Previous LSCS was found to be the most common (76%) risk factor for EOH followed by antepartum hemorrhage (APH) (48%). A study conducted by Dani A. et al3 reported that 69.2% of the patients had a history of previous LSCS flowed by 53.84% with APH. Similarly, a study done by Aslam L. et al.5 reported a 66.6% prevalence of previous LSCS. Also, Satia M et al.8 reported that, 68% of the patients delivered their previous child by LSCS.
In our study, atonic Post-Partum Hemorrhage (PPH) was the commonest (48%) indication for EOH. Similar results were reported in a study conducted by Dogra A. et al,1 Dani A. et al,3 Satia M et al.8 as 32%, 46.1% & 48% respectively. While the study conducted by Chawla J et al4 reported atonic PPH in 25% of the patients. Indication of EOH in the present study was atonic PPH which was followed by the morbidly adherent placenta (40%) and placenta previa (30%). The results in our study are similar to the study conducted by Dogra A. et al,1 where atonic PPH (32%) was followed by the morbidly adherent placenta (30%) and placenta previa (12%). However, a study done by Satia M et al.8 reported the commonest indication being atonic PPH (48%) followed by placenta previa (34%). While Zhang Y. et al6 reported morbidly adherent placenta as the commonest (53.1%) indication in their study followed by atonic PPH (37.5%).
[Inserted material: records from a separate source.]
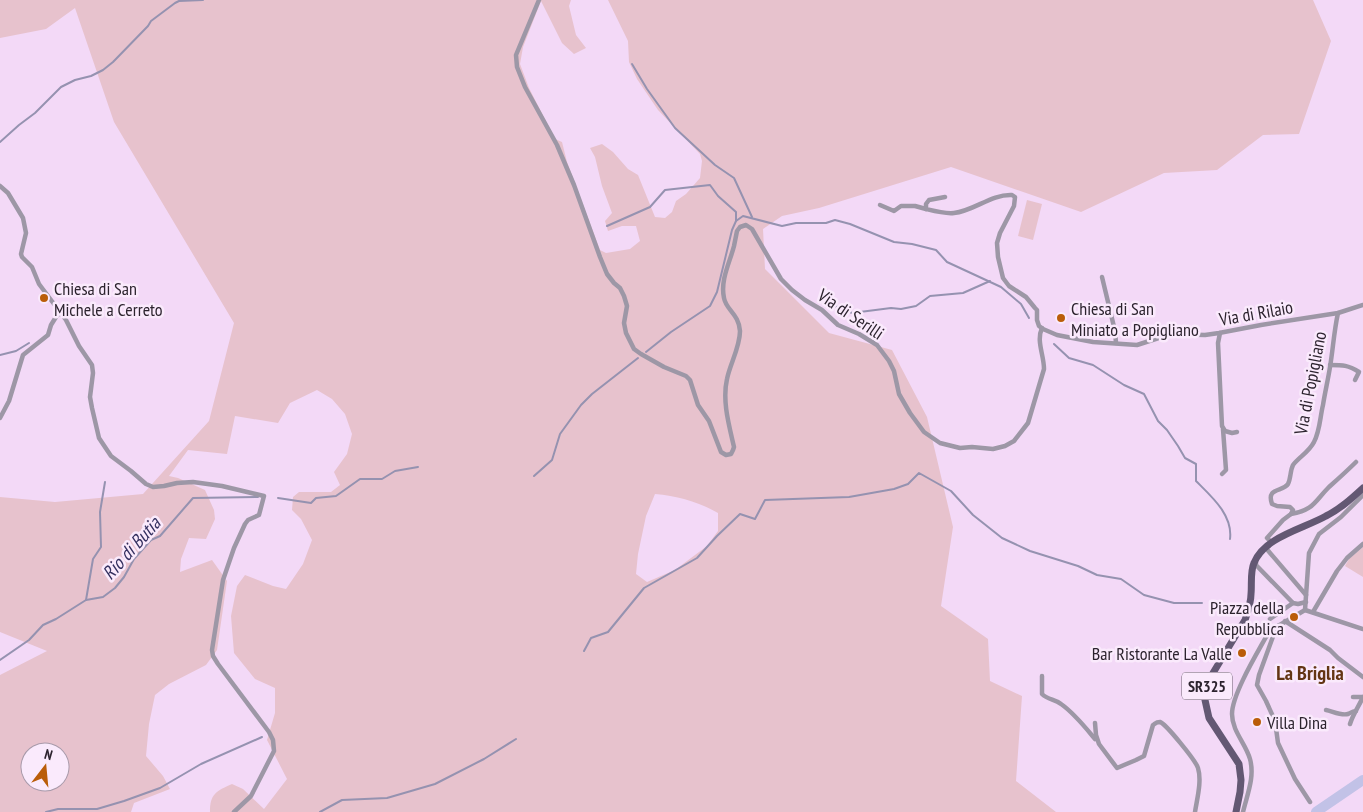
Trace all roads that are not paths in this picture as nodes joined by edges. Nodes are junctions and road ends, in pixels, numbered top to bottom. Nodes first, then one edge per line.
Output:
1 (539, 0) edge
2 (0, 186) edge
3 (945, 197) dead end
4 (880, 205) dead end
5 (926, 209) junction
6 (1102, 278) dead end
7 (1363, 305) edge
8 (60, 312) junction
9 (1338, 313) junction
10 (1042, 328) junction
11 (1220, 333) junction
12 (1116, 343) junction
13 (1330, 365) junction
14 (1355, 380) dead end
15 (0, 418) edge
16 (1223, 429) junction
17 (1237, 432) dead end
18 (1356, 462) dead end
19 (1222, 474) dead end
20 (1363, 488) edge
21 (1363, 496) edge
22 (1291, 514) junction
23 (1363, 544) edge
24 (1268, 545) junction
25 (1256, 560) junction
26 (1306, 595) junction
27 (1306, 602) junction
28 (1296, 603) junction
29 (1304, 610) junction
30 (1315, 612) junction
31 (1270, 619) dead end
32 (1285, 621) junction
33 (1363, 629) edge
34 (1274, 630) junction
35 (1042, 676) dead end
36 (1363, 677) edge
37 (1363, 697) edge
38 (1353, 698) dead end
39 (1326, 710) dead end
40 (1354, 711) junction
41 (1095, 723) dead end
42 (1350, 724) dead end
43 (1100, 744) junction
44 (1310, 802) dead end
45 (234, 812) edge
46 (1195, 812) edge
47 (1236, 812) edge
48 (1243, 812) edge

1 - 10 street, Via di Serilli
2 - 8 street
3 - 5 street
4 - 5 street
5 - 10 street
6 - 12 street
7 - 9 street, Via di Rilaio
8 - 15 street
8 - 45 street
9 - 11 street, Via di Rilaio
9 - 13 street, Via di Popigliano
10 - 12 street, Via di Rilaio
11 - 12 street, Via di Rilaio
11 - 16 street
13 - 14 street
13 - 22 street, Via di Popigliano
16 - 17 street
16 - 19 street
18 - 22 street
20 - 24 main road
21 - 26 street
22 - 24 street
23 - 30 street
24 - 25 main road
24 - 26 street
25 - 28 street
25 - 47 main road, SR325
26 - 27 street
27 - 28 street
27 - 29 street
28 - 31 street
29 - 30 street
29 - 32 street
30 - 33 street
32 - 34 street
32 - 36 street
34 - 44 street
34 - 48 street
35 - 43 street
37 - 38 street
37 - 40 street
39 - 40 street
40 - 42 street
41 - 43 street
43 - 46 street

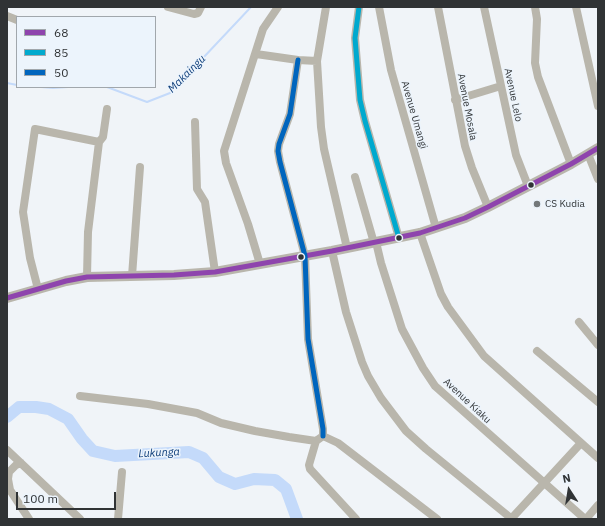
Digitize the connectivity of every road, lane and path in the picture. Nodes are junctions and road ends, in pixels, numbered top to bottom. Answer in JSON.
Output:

EOH is associated with heavy blood loss therefore, blood transfusion is required in almost all (94%) patients underwent EOH. Findings in our study are similar to study conducted by Dogra A et al1 found that, 68% of the patients needed bood transfusion while study conducted by Dani A. et al3 reported that all of the patients required blood transfusion. Maternal morbidity leading to ICU admission was reported in 42%. Maternal ICU admission was reported in studies conducted by Rana A et al.,2 Chawla J et al.4 & Satia M et al.8 as 24%, 35.7% & 68% respectively. 28% of the newborn were admitted to the Neonatal Intensive Care Unit (NICU) while neonatal mortality in this study was 14%. Studies conducted by Rana A et al.,2 Chawla J et al.4 & Satia M et al.8 reported neonatal ICU admission as 6%, 17.9% & 32% respectively. While neonatal deaths were reported by Rana A et al.2 as 15% and 28.6% neonatal mortality by Chawla J et al.4
Conclusion
As uterine atony & morbidly adherent placenta are the most common indications for EOH, it is recommended that the abnormal position of the placenta should be diagnosed by imaging during the antenatal period and elective surgery should be planned accordingly.
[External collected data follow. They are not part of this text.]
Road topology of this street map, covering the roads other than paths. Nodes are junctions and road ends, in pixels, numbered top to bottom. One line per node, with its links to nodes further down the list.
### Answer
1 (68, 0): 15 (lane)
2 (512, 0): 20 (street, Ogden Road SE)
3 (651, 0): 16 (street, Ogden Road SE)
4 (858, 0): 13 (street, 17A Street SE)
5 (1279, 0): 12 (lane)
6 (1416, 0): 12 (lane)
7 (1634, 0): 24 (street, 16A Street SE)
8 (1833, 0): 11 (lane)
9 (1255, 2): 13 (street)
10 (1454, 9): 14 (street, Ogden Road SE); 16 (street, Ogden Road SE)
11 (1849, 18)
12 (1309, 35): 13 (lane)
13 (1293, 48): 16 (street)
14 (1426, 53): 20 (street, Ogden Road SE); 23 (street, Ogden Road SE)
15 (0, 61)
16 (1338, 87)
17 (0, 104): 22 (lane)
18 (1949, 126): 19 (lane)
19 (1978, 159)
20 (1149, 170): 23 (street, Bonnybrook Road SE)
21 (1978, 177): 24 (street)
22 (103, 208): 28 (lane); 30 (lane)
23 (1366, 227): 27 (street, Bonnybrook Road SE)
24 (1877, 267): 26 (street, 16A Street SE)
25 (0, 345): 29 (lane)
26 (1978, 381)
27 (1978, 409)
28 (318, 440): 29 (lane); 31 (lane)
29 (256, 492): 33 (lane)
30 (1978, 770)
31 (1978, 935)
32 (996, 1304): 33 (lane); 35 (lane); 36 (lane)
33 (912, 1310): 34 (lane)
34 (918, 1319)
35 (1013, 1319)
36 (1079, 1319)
Previous LSCS & antepartum hemorrhage were found the main risk factors for EOH. Timely recognition of the risk factors in a high-risk group is essential to improve the maternal outcome.
The outcome of the EOH mainly depends upon timely decisions, good clinical judgment, expert help & Timely referral to a tertiary care center with proper patient counselling. Needs much more research to decrease mortality and morbidity in cases requiring EOH cause of advances in interventional radiology.